Goal of the exercise -
Set down all of the entries below word for word, with the pictures left out.

(Saved entries)
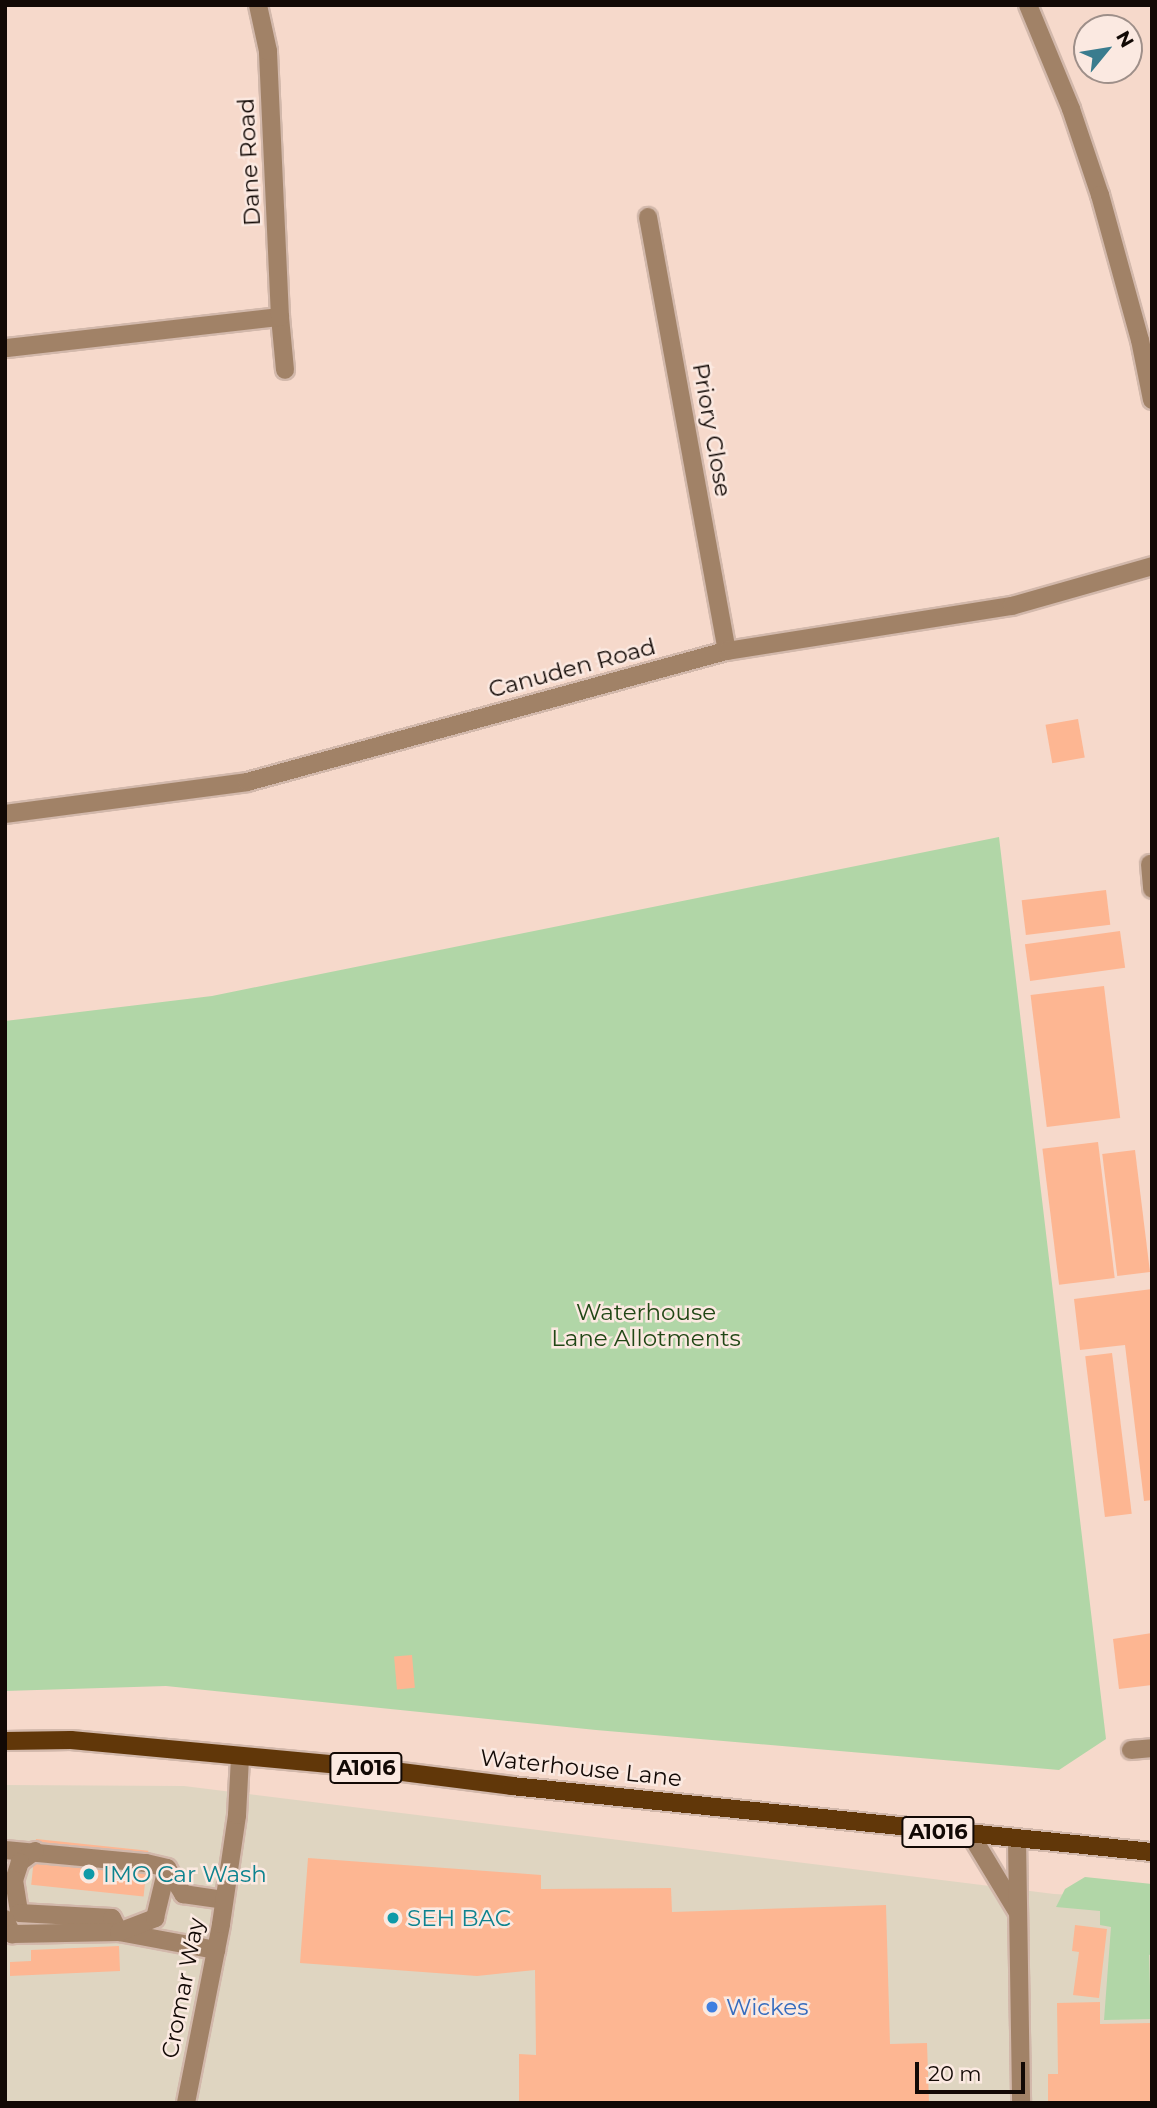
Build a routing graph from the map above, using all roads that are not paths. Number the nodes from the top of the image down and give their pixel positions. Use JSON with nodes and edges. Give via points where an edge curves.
{"nodes":[{"id":1,"x":258,"y":5,"type":"edge"},
{"id":2,"x":1028,"y":5,"type":"edge"},
{"id":3,"x":648,"y":217,"type":"dead end"},
{"id":4,"x":280,"y":317,"type":"junction"},
{"id":5,"x":7,"y":348,"type":"edge"},
{"id":6,"x":285,"y":370,"type":"dead end"},
{"id":7,"x":1152,"y":400,"type":"edge"},
{"id":8,"x":1152,"y":566,"type":"edge"},
{"id":9,"x":727,"y":651,"type":"junction"},
{"id":10,"x":5,"y":814,"type":"edge"},
{"id":11,"x":1150,"y":864,"type":"dead end"},
{"id":12,"x":1152,"y":889,"type":"edge"},
{"id":13,"x":5,"y":1741,"type":"edge"},
{"id":14,"x":1152,"y":1748,"type":"edge"},
{"id":15,"x":1131,"y":1750,"type":"dead end"},
{"id":16,"x":240,"y":1758,"type":"junction"},
{"id":17,"x":971,"y":1835,"type":"junction"},
{"id":18,"x":1017,"y":1840,"type":"junction"},
{"id":19,"x":5,"y":1850,"type":"edge"},
{"id":20,"x":35,"y":1851,"type":"junction"},
{"id":21,"x":1152,"y":1852,"type":"edge"},
{"id":22,"x":167,"y":1868,"type":"junction"},
{"id":23,"x":225,"y":1900,"type":"junction"},
{"id":24,"x":1018,"y":1913,"type":"junction"},
{"id":25,"x":5,"y":1919,"type":"edge"},
{"id":26,"x":119,"y":1932,"type":"junction"},
{"id":27,"x":216,"y":1950,"type":"junction"},
{"id":28,"x":186,"y":2103,"type":"edge"},
{"id":29,"x":1021,"y":2103,"type":"edge"}],
"edges":[{"from":1,"to":4,"type":"street","name":"Dane Road","via":[[268,51]]},
{"from":2,"to":7,"type":"street","via":[[1100,195]]},
{"from":3,"to":9,"type":"street","name":"Priory Close"},
{"from":4,"to":5,"type":"street"},
{"from":4,"to":6,"type":"street","name":"Dane Road"},
{"from":8,"to":9,"type":"street","name":"Canuden Road","via":[[1012,606]]},
{"from":9,"to":10,"type":"street","name":"Canuden Road","via":[[247,782]]},
{"from":11,"to":12,"type":"street"},
{"from":13,"to":16,"type":"main road","name":"Waterhouse Lane","number":"A1016","via":[[71,1740]]},
{"from":14,"to":15,"type":"street"},
{"from":16,"to":17,"type":"main road","name":"Waterhouse Lane","number":"A1016","via":[[370,1768]]},
{"from":16,"to":23,"type":"street","name":"Cromar Way"},
{"from":17,"to":18,"type":"main road","name":"Waterhouse Lane","number":"A1016"},
{"from":17,"to":24,"type":"street"},
{"from":18,"to":21,"type":"main road","name":"Waterhouse Lane","number":"A1016"},
{"from":18,"to":24,"type":"street"},
{"from":19,"to":20,"type":"street"},
{"from":20,"to":22,"type":"street"},
{"from":20,"to":26,"type":"street","via":[[20,1862],[14,1881],[19,1913],[112,1918]]},
{"from":22,"to":23,"type":"street","via":[[183,1894]]},
{"from":22,"to":26,"type":"street","via":[[155,1918]]},
{"from":23,"to":27,"type":"street","name":"Cromar Way"},
{"from":24,"to":29,"type":"street"},
{"from":25,"to":26,"type":"street","via":[[12,1934]]},
{"from":26,"to":27,"type":"street"},
{"from":27,"to":28,"type":"street","name":"Cromar Way"}]}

Answer below -
Build a routing graph from the map above, using all roads that are not paths. Number the nodes from the top of the image down and give their pixel positions. Use JSON with nodes and edges. Give via points where an edge curves.
{"nodes":[{"id":1,"x":258,"y":5,"type":"edge"},
{"id":2,"x":1028,"y":5,"type":"edge"},
{"id":3,"x":648,"y":217,"type":"dead end"},
{"id":4,"x":280,"y":317,"type":"junction"},
{"id":5,"x":7,"y":348,"type":"edge"},
{"id":6,"x":285,"y":370,"type":"dead end"},
{"id":7,"x":1152,"y":400,"type":"edge"},
{"id":8,"x":1152,"y":566,"type":"edge"},
{"id":9,"x":727,"y":651,"type":"junction"},
{"id":10,"x":5,"y":814,"type":"edge"},
{"id":11,"x":1150,"y":864,"type":"dead end"},
{"id":12,"x":1152,"y":889,"type":"edge"},
{"id":13,"x":5,"y":1741,"type":"edge"},
{"id":14,"x":1152,"y":1748,"type":"edge"},
{"id":15,"x":1131,"y":1750,"type":"dead end"},
{"id":16,"x":240,"y":1758,"type":"junction"},
{"id":17,"x":971,"y":1835,"type":"junction"},
{"id":18,"x":1017,"y":1840,"type":"junction"},
{"id":19,"x":5,"y":1850,"type":"edge"},
{"id":20,"x":35,"y":1851,"type":"junction"},
{"id":21,"x":1152,"y":1852,"type":"edge"},
{"id":22,"x":167,"y":1868,"type":"junction"},
{"id":23,"x":225,"y":1900,"type":"junction"},
{"id":24,"x":1018,"y":1913,"type":"junction"},
{"id":25,"x":5,"y":1919,"type":"edge"},
{"id":26,"x":119,"y":1932,"type":"junction"},
{"id":27,"x":216,"y":1950,"type":"junction"},
{"id":28,"x":186,"y":2103,"type":"edge"},
{"id":29,"x":1021,"y":2103,"type":"edge"}],
"edges":[{"from":1,"to":4,"type":"street","name":"Dane Road","via":[[268,51]]},
{"from":2,"to":7,"type":"street","via":[[1100,195]]},
{"from":3,"to":9,"type":"street","name":"Priory Close"},
{"from":4,"to":5,"type":"street"},
{"from":4,"to":6,"type":"street","name":"Dane Road"},
{"from":8,"to":9,"type":"street","name":"Canuden Road","via":[[1012,606]]},
{"from":9,"to":10,"type":"street","name":"Canuden Road","via":[[247,782]]},
{"from":11,"to":12,"type":"street"},
{"from":13,"to":16,"type":"main road","name":"Waterhouse Lane","number":"A1016","via":[[71,1740]]},
{"from":14,"to":15,"type":"street"},
{"from":16,"to":17,"type":"main road","name":"Waterhouse Lane","number":"A1016","via":[[370,1768]]},
{"from":16,"to":23,"type":"street","name":"Cromar Way"},
{"from":17,"to":18,"type":"main road","name":"Waterhouse Lane","number":"A1016"},
{"from":17,"to":24,"type":"street"},
{"from":18,"to":21,"type":"main road","name":"Waterhouse Lane","number":"A1016"},
{"from":18,"to":24,"type":"street"},
{"from":19,"to":20,"type":"street"},
{"from":20,"to":22,"type":"street"},
{"from":20,"to":26,"type":"street","via":[[20,1862],[14,1881],[19,1913],[112,1918]]},
{"from":22,"to":23,"type":"street","via":[[183,1894]]},
{"from":22,"to":26,"type":"street","via":[[155,1918]]},
{"from":23,"to":27,"type":"street","name":"Cromar Way"},
{"from":24,"to":29,"type":"street"},
{"from":25,"to":26,"type":"street","via":[[12,1934]]},
{"from":26,"to":27,"type":"street"},
{"from":27,"to":28,"type":"street","name":"Cromar Way"}]}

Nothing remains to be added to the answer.